Naturally she would think he was part of the old man’s retinue. It was a natural assumption. At drinks that evening they’re alone. Can I tell you a story? he says. Outside, the rain is heavy, the kind of rain that tamps down the wind. Smoke from the big fireplace drifts into the room like a wisp of cloud come in from the mountains.

I’ve lived here for six years. I’m a poet and the Bennetts are my patrons. But I found this place on my own and when I came here it was to kill him.

The old man?

Yes.

She has to this point only half listened but now he is rewarded by her direct gaze. She sips her Manhattan. She is wearing pleated linen slacks and a thin blouse half buttoned. She likes to show herself.

I swear to the lordourgod I will make her see who I am.

People I loved died because of the policies of one of his companies. He owns lots of companies.

You know what he’s worth?

Worth? What can it matter. I haven’t got a dime myself, he says conscientiously, as if he’d made it his life’s achievement. Millions, billions, the power over people. So I was going to kill him. I got through the dogs with just a tear or two and introduced myself out on that terrace there through the dining room one morning with my knife in my pocket.

She turns and looks through the big bay windows. She turns back.

But you didn’t, she says.



One night when the dogs are in the neighborhood he takes two wineglasses and a bottle of his table red and closes his door and half walks half runs over to her cottage.
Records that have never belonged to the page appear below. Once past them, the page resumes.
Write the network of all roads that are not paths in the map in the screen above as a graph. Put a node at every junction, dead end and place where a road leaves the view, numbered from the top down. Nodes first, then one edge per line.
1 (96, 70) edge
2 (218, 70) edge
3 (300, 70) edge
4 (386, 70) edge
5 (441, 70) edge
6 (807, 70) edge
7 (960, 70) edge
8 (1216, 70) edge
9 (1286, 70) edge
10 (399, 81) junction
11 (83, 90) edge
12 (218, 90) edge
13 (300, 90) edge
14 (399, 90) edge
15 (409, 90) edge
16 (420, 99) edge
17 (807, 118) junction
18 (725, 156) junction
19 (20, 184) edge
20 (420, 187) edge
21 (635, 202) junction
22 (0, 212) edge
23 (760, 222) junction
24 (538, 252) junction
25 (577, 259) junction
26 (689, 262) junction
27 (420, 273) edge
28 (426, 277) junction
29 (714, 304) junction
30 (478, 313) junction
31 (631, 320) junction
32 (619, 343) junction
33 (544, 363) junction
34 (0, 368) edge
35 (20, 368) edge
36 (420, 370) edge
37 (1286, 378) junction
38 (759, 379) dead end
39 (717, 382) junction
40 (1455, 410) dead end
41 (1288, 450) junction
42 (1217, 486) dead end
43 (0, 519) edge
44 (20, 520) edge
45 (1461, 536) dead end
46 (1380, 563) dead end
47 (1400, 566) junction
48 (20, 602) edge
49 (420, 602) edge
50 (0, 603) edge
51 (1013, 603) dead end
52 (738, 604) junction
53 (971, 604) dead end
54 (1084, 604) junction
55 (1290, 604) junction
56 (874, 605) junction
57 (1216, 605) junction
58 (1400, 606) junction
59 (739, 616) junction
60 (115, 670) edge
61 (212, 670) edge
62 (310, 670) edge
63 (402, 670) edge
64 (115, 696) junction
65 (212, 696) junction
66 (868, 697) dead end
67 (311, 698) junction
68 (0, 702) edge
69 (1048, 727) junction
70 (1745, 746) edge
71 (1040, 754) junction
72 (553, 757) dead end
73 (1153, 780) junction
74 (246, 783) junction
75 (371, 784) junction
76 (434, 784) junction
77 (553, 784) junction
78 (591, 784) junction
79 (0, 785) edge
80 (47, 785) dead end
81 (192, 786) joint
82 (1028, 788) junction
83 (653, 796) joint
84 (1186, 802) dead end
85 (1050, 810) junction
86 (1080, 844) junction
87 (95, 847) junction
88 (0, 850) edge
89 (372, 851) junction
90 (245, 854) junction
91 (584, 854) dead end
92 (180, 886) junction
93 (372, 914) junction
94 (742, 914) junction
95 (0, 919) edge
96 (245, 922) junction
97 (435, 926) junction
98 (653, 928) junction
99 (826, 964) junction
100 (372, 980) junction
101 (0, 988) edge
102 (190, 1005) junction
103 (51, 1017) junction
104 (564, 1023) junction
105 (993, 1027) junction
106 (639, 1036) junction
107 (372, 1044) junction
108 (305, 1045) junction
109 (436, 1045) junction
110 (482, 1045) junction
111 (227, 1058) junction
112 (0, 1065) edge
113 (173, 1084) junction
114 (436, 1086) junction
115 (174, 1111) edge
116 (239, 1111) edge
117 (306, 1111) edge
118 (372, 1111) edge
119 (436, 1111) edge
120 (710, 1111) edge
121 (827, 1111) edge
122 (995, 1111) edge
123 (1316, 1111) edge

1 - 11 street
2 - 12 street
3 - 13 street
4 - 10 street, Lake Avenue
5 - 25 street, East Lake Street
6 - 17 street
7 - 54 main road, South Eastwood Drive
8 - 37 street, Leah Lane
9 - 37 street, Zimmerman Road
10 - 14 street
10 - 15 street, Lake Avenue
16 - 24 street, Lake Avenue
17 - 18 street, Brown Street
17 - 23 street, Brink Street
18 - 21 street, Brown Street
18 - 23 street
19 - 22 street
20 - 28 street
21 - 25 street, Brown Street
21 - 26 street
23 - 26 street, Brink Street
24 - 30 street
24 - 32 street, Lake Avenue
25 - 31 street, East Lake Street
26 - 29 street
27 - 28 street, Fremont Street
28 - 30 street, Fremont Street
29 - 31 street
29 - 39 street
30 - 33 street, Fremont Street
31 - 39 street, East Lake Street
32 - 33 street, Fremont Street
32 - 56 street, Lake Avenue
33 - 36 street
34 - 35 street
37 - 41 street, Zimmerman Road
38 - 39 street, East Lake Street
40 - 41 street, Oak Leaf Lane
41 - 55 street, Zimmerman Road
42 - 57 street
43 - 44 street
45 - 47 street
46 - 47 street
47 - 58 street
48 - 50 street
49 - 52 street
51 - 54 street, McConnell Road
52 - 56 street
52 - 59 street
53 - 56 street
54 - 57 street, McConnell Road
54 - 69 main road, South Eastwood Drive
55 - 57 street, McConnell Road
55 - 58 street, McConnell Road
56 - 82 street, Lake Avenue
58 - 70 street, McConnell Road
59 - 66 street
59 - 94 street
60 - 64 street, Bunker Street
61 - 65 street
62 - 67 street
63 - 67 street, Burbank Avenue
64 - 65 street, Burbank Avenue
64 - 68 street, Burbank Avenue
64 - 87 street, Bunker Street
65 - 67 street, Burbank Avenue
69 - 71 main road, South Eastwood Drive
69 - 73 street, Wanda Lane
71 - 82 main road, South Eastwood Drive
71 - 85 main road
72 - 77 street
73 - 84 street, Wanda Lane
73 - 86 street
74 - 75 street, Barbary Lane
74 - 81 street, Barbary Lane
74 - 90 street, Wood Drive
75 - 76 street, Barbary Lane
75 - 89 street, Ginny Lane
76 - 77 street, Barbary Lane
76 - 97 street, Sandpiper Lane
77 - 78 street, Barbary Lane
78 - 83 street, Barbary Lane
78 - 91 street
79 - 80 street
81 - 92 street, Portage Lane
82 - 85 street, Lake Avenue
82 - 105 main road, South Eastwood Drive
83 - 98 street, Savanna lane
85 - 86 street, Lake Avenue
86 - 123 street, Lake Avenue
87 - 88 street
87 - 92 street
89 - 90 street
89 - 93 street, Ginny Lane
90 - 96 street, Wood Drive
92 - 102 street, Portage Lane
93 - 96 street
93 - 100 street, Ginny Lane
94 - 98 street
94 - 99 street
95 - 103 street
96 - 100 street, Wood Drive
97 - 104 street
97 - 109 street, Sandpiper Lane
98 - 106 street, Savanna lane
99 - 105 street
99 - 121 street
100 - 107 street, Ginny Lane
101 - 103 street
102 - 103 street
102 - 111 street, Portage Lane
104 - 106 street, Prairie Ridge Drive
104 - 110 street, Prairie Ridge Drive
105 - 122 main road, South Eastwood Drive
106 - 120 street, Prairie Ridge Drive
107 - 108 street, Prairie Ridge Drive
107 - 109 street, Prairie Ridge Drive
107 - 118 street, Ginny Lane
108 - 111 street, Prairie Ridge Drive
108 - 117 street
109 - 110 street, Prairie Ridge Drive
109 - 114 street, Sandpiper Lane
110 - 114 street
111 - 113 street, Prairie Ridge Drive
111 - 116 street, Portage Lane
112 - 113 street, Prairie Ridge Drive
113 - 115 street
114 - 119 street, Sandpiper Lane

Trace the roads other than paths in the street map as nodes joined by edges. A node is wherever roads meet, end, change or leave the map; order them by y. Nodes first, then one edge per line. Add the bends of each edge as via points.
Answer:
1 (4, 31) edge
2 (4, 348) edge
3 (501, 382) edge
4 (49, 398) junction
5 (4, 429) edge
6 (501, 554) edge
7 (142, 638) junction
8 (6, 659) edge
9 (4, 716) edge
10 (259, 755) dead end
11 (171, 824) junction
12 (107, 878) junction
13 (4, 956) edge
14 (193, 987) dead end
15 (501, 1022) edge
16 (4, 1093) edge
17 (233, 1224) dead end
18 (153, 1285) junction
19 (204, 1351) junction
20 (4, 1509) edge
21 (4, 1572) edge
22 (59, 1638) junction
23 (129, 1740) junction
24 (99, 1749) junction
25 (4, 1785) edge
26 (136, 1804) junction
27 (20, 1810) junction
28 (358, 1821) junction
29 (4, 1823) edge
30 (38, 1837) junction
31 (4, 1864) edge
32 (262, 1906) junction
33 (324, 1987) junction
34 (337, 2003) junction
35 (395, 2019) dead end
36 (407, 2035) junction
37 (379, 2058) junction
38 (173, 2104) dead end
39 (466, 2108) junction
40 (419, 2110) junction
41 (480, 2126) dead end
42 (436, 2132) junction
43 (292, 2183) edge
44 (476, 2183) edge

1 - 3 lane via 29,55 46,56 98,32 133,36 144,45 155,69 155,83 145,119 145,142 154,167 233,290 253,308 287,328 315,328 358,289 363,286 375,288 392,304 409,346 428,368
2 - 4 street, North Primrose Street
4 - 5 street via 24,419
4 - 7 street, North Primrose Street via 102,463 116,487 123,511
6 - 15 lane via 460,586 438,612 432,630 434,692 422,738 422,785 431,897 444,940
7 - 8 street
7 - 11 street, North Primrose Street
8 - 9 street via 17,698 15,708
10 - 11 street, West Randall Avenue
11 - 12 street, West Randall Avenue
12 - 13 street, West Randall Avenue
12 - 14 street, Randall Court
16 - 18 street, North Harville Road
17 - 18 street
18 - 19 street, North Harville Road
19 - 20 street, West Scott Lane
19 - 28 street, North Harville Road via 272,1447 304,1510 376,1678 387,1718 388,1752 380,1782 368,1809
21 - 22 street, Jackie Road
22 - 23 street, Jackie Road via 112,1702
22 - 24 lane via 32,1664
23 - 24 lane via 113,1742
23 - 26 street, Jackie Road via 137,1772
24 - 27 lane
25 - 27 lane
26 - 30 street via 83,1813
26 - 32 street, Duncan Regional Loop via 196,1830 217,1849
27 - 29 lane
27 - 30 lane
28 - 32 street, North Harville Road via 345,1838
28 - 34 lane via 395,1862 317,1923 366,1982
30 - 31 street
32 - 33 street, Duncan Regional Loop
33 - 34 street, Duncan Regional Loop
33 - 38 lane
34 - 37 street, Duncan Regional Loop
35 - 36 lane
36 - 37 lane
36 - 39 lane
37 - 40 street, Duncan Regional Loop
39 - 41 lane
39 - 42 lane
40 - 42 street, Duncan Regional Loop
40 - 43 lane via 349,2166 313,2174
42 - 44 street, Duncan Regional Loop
I thought you might need some company, he says.

He follows her inside. She wears a robe. She is barefoot. He realizes she answered the door without breaking stride. She is pacing the room. Her arms are folded across her breasts.

The doors to her terrace are closed and locked. The curtain is pulled shut. The room smells of cigarettes. He pours the wine.

Later they are sitting on the floor beside the bed. He has been telling her about his life. He has recited some of his work. She has listened and smoked and held out her glass for wine.

Listen, he says holding his hand up, forefinger pointed. The dogs are gone. She smiles and accepts this as something he’s done. Sitting Indian style, she leans forward and touches his face. Her robe has fallen open over her thighs like a curtain rising. He kisses her hand as it is withdrawn. I’ve loved three times in my life, he says. Always the same person.

I don’t know what that’s supposed to mean, she says. But I see I’ve got a live one here.

Then she is lying on the floor in his arms reading his face with judicious solemnity, her eyes gathering up the dim light of the room so widely open that he feels himself pouring into them. Because her spirit is strong he is surprised by the frailty of her. She is a small person. Her breasts are full and her thighs rather short. He can feel her ribs. Her buttocks are hard with a thin layer of sweet softness over them, like a child’s ass. Her mons hair feels lightly oiled. He touches her cunt. She closes her eyes. A queer bitter smell comes off her body. He kisses her soft open mouth and it’s just as he knew, she is here and he’s found her again.

Like many large overweight men he has surprising agility. She is obviously entranced. But the lack of practice is too much for him.

She says with characteristic directness: Is that the whole show?

He laughs and one way or another maintains her interest. Eventually he is ready again. Later he will try to remember the experience of being in her and will find that difficult. But he’ll remember them lying on their backs next to each other and the feel of the hard nap of the carpet on his sweaty skin. He’ll remember that when he turned on his side to look at her the silhouette of her body in the dark was like a range of distant hills.

Yes, she said, as if their fucking had been conversation, sometimes nothing else will do but to drive as flat out hard and fast as you can.